BlueSky: Danni Stoney, First Officer, Luxaviation UK (LEA)
This Saturday marks Women in Aviation International’s Girls in Aviation Day 2016 – to encourage and inspire young women to pursue their aviation dreams. As a pilot at Luxaviation UK (LEA), I’m delighted to be able to support the event.
I became a pilot thanks to my parents. They didn’t know what to get me for my 15th birthday, so they got me a flying lesson! After that, I was hooked and gained my Private Pilot’s Licence aged 17 – at that time I was the youngest pilot in Ireland and the second youngest female pilot in Great Britain. I am very proud to be able to say that I got a Student Pilot of the Year award when I was 17, and the Royal Airforce Flying Excellence Award when I was 22, but the most satisfying thing was flying my parents on the Phenom 300 from Ireland to England and being able to show them what I had achieved since that first flight.
For girls and young women looking to get into aviation, they should know there is no such thing as a typical day in the private aviation industry; the variety from one day to the next can be extraordinary. I’m constantly adapting to different routes and destinations, with changing schedules and weather conditions, which is all part of the excitement I get to experience in my everyday life. It’s an extra special time for me at the moment as I am currently doing my upgrade training to the rank of Captain. This is allowing me to incorporate my current skills with the increased responsibility and awareness that comes with the new role.
One of the biggest differences for a pilot in the corporate charter sector compared to commercial airlines is that there is no regular schedule. Often, our flying notice will be a couple of days in advance and, in some cases, only a few hours, which is called a ‘go now’. Regardless of the notice period, the preparation process for a flight is always the same. Luxaviation UK’s operations team look after the flight plan and liaise with the crew as required. Every flight plan requires particular attention to any operational factors based on the destination we’re flying to, which includes risk assessments, crew qualifications, route planning and performance. The pilots and cabin crew must report for duty 1½ hours prior to scheduled departure. Passengers often don’t arrive much more than 15 minutes before take-off, but this time is invaluable for the crew to ensure the flight is legally compliant. The captain always tries to meet and greet the passengers before they board to ensure swift facilitation through security and customs. Any information pertinent to the flight can also be discussed with the lead passenger at this point, if required.
Another big difference for pilots working in corporate aviation as opposed to scheduled airlines is that we are regularly interacting with the passengers. This might include informing them of any changes due to bad weather or a slightly longer flight time due to headwinds. Timetable changes, especially a change which increases passengers’ travel time, is not often met with much delight. We do, however, try to make as many other options available to the passengers, for example, by rearranging ground transport at their destination. Despite timetable changes, passengers are always grateful about being kept informed, and understand that safety comes before meeting passenger requirements.

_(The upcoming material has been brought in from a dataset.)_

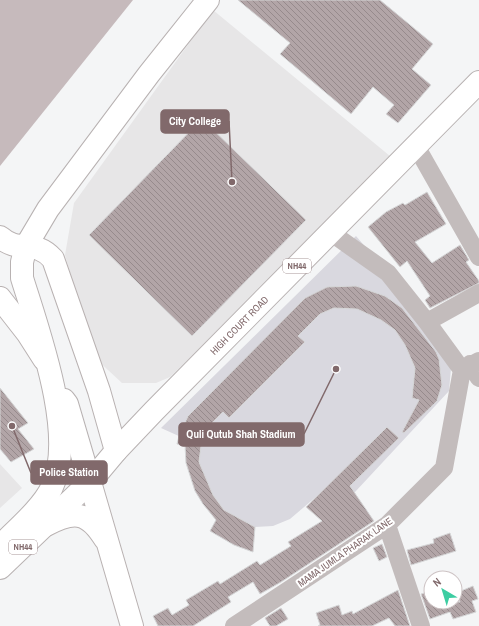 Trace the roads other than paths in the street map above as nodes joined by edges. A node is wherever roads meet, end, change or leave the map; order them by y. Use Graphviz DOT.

As soon as we arrive at a location, the priority is once again focused on the passengers. The crew works quickly to ensure their baggage and possessions are offloaded and on their way to the passengers’ ground transport without delay. At this point I would usually be on hand to assist with any unforeseen circumstances and establish a meeting point for their return. Shortly after waving goodbye to the passengers, our attention turns back to the aircraft. Post-flight work includes cleaning and re-stocking the plane, which the whole crew is involved in.

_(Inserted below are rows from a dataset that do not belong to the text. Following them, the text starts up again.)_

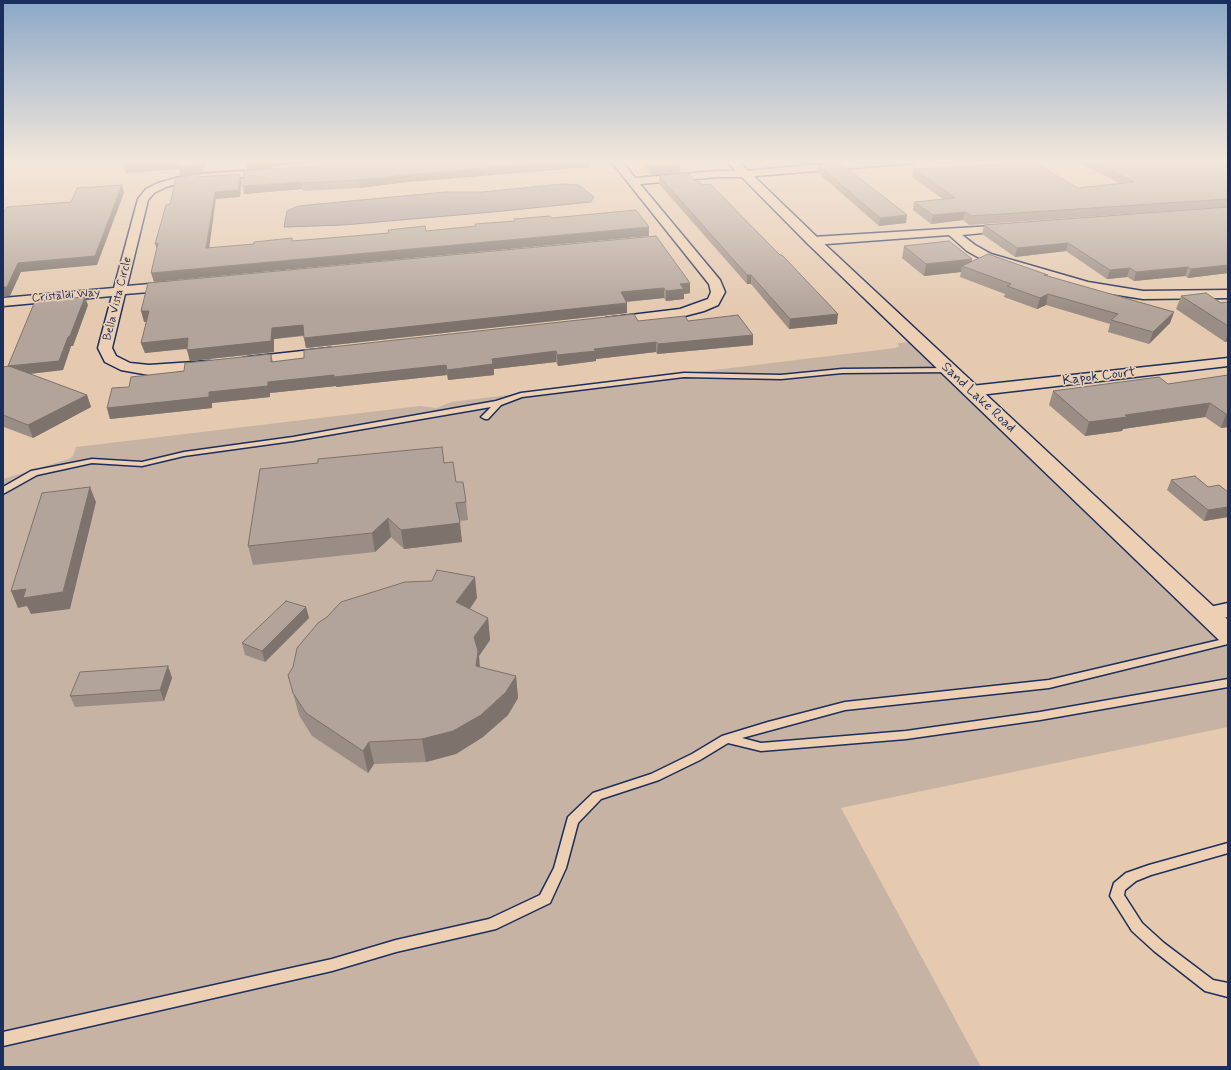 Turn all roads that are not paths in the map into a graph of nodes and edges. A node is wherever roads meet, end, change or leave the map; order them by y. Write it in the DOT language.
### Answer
graph roads {
  1 [pos="141,210"];
  2 [pos="655,210"];
  3 [pos="781,210"];
  4 [pos="1021,227"];
  5 [pos="952,232"];
  6 [pos="678,238"];
  7 [pos="662,240"];
  8 [pos="813,241"];
  9 [pos="183,285"];
  10 [pos="120,291"];
  11 [pos="1228,294"];
  12 [pos="3,302"];
  13 [pos="602,322"];
  14 [pos="341,350"];
  15 [pos="239,362"];
  16 [pos="1228,362"];
  17 [pos="223,364"];
  18 [pos="949,370"];
  19 [pos="971,391"];
  20 [pos="498,403"];
  21 [pos="485,417"];
  22 [pos="3,491"];
  23 [pos="1228,610"];
  24 [pos="1207,614"];
  25 [pos="1228,634"];
  26 [pos="1228,641"];
  27 [pos="1228,683"];
  28 [pos="726,739"];
  29 [pos="1228,848"];
  30 [pos="1228,990"];
  31 [pos="3,1039"];
  1 -- 10 [label="street, Bella Vista Circle"];
  2 -- 6 [label="street"];
  3 -- 8 [label="street, Sand Lake Road"];
  4 -- 5 [label="street"];
  5 -- 8 [label="street"];
  5 -- 11 [label="street"];
  6 -- 7 [label="street"];
  6 -- 13 [label="street"];
  8 -- 18 [label="street, Sand Lake Road"];
  9 -- 10 [label="street, Cristaldi Way"];
  10 -- 12 [label="street, Cristaldi Way"];
  10 -- 17 [label="street, Bella Vista Circle"];
  14 -- 15 [label="street"];
  16 -- 19 [label="street, Kapok Court"];
  18 -- 19 [label="street, Sand Lake Road"];
  18 -- 20 [label="lane"];
  19 -- 24 [label="street, Sand Lake Road"];
  20 -- 21 [label="lane"];
  20 -- 22 [label="lane"];
  23 -- 24 [label="street"];
  24 -- 25 [label="street, Sand Lake Road"];
  26 -- 28 [label="lane"];
  27 -- 28 [label="lane"];
  28 -- 31 [label="lane"];
  29 -- 30 [label="lane"];
}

Once complete, the crew may have a few days off to explore the surrounding area. With regard to downtime, we can be extremely lucky in some of the places we get to visit. In April this year, we went to Iqualuit, Canada. This was definitely the coldest place I have ever been at -40°. No amount of ski gear could have prepared us for that! We got up to all sorts, including building our first igloo (a skill we will hopefully never need), visiting the museum and visitor centre, watching our first ice hockey game and, last but certainly not least, we went husky sledding across the frozen tundra. I recently had some spare time after a flight in Iceland, where we went on an all-terrain vehicle through forests, taking in the lakes and waterfalls, and a beautiful three-hour trek across jaw-dropping landscapes.
If I were to give a word of advice to young women considering a career in aviation, it would be not to underestimate the hard work you have to put in to achieve your goal. There are many different paths to get there, but it is an extremely rewarding job, wherever those paths lead you.